Investors will require a business plan, but they will ignore it.
How can this be?
The answer is that the value of a Business Plan is in the critical thinking that you need to do in order to create the plan, not in the plan itself. The plan tries to explain what the parties intend, but once the venture is launched, the plan becomes obsolete.
No battle plan survives first contact with the enemy.
The above words are the wisdom of a great military strategist of the 19th century. Can you imagine going into a battle without a plan? That would be suicide. Yet, at the first shot, the plan is obsolete.
The value of a Business Plan is the critical thinking that has created it.
And you can not be lazy and just do the valuable part, the thinking, you must follow through and do the thing that will be ignored, the Plan itself, the document, the pitch deck. You must create the evidence of your critical thinking.
Writing a business plan gives birth to a new life form. As expected with birthing, it is painful. Can this pain be delegated, as to a surrogate?
Some people have trouble with the discipline that is required to create the Business Plan, and they will want to Delegate this step. The common wisdom is that this is a mistake. However, if the Plan (and therefore the startup) will not exist without getting help to create the Plan, then it must be delegated.
It still requires Work. The founder(s) must be fully involved in lengthy discussions with whoever is preparing the Plan, and review and approve the several versions of the Plan as it evolves.
How I create a Business Plan
The final form of the Business Plan could be a 3-ring binder, or a PDF file, or a PowerPoint pitch deck. It doesn't have to take any particular form, but it must be written. See Commandment #4: Write It Down. Tables, charts, graphs are helpful. Color helps get ideas across.
For me it usually starts out with those old-school yellow note pads and a ball point pen, medium point, blue. I never use a pencil, probably because they are dirty, the point is ever-changing, needing maintenance, so it's a distraction from the process itself. To make corrections, I simply cross out and rewrite. It looks ugly at first, but it gets better looking as I move through the process.
To start, I make one page for each major section of the Business Plan. At the top of the page I write the section heading, such as Executive Summary, Financials, People, Technology, Competition, Legal, Product/Service Definition, etc.
Then I attack the Executive Summary. If any part of the Business Plan is read by anyone, ever, it will be the Executive Summary. This should be a maximum of 2 pages, and at the very front of the document. It should be written in a language an idiot could understand, describing in general terms what the business is all about, and why you are going to do this thing.

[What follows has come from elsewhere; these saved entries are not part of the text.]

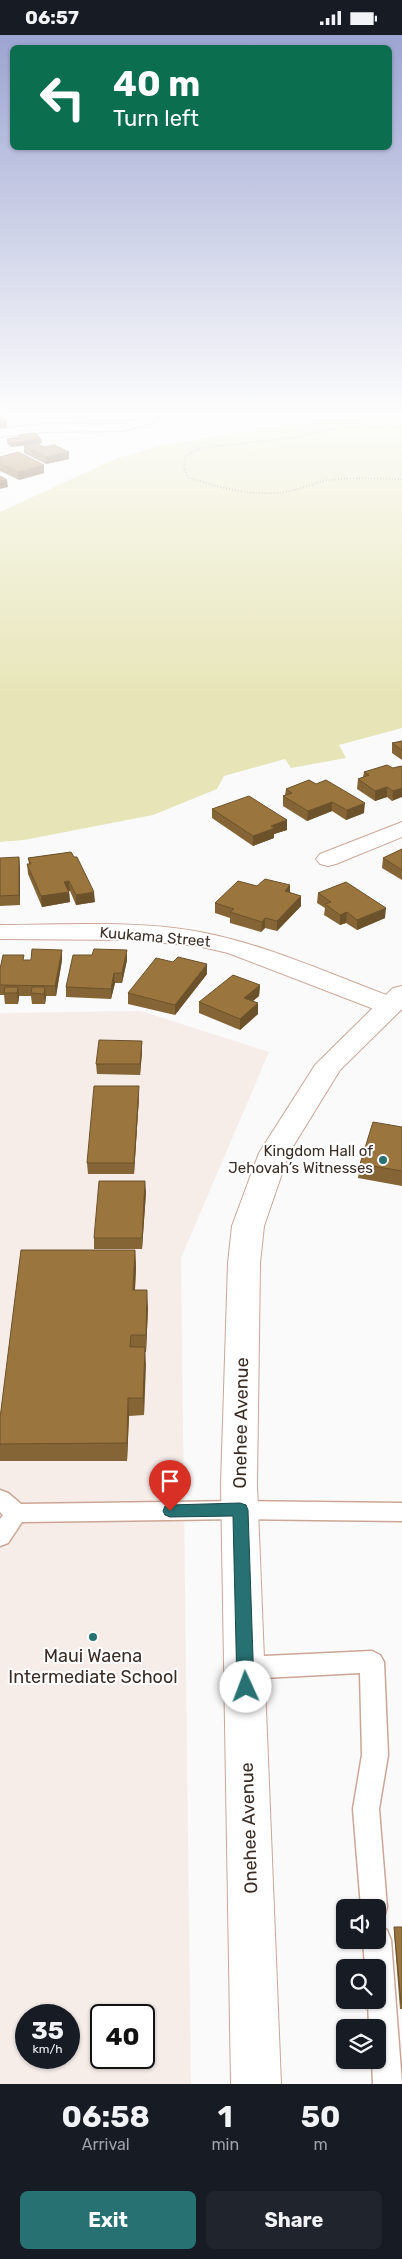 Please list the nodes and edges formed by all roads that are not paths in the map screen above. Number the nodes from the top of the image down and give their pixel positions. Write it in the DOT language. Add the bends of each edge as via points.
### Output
graph roads {
  1 [pos="402,829"];
  2 [pos="328,859"];
  3 [pos="0,932"];
  4 [pos="395,999"];
  5 [pos="8,1505"];
  6 [pos="240,1510"];
  7 [pos="402,1512"];
  8 [pos="0,1537"];
  9 [pos="245,1669"];
  10 [pos="373,1899"];
  11 [pos="378,1949"];
  12 [pos="256,2084"];
  13 [pos="388,2084"];
  1 -- 2 [label="street"];
  3 -- 4 [label="street, Kuukama Street" via="132,933 198,939 234,947"];
  4 -- 6 [label="street, Onehee Avenue" via="329,1065 274,1153 248,1226 244,1263"];
  5 -- 6 [label="lane"];
  5 -- 8 [label="lane"];
  6 -- 7 [label="lane"];
  6 -- 9 [label="street, Onehee Avenue"];
  9 -- 10 [label="lane" via="372,1662 375,1755 366,1809"];
  9 -- 12 [label="street, Onehee Avenue"];
  11 -- 13 [label="lane"];
}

Then I just start writing about each of the other sections in the outline. It is typical that I will write a few lines about one section, which will spur a thought that I'll want to write down for another section, and then I'll return to writing more on the previous section.
Once I have enough written so that it becomes disorganized, then I start using the computer, preferably Word on the Mac, and type out the stuff I have written, with page breaks and sections as on the original notes. People who really know what they are doing with Word can make easy work of creating an Index, table of contents, links, and proper fonts, sizes, headings, etc. I don't get too involved in that level of detail at this stage, and usually delegate the final cosmetics of the Plan to a talented assistant.
After the Plan has gone through a few rounds of review and update by the founders, it is ready for final printing and distribution. And eternal obscurity.
Separate plans are created for the follow-on documents such as Pitch Deck, website, apps, etc. These plans will drive the creation of these essential outputs, but the plans themselves will also become irrelevant very quickly.
Welcome to the wacky wonderland of startups!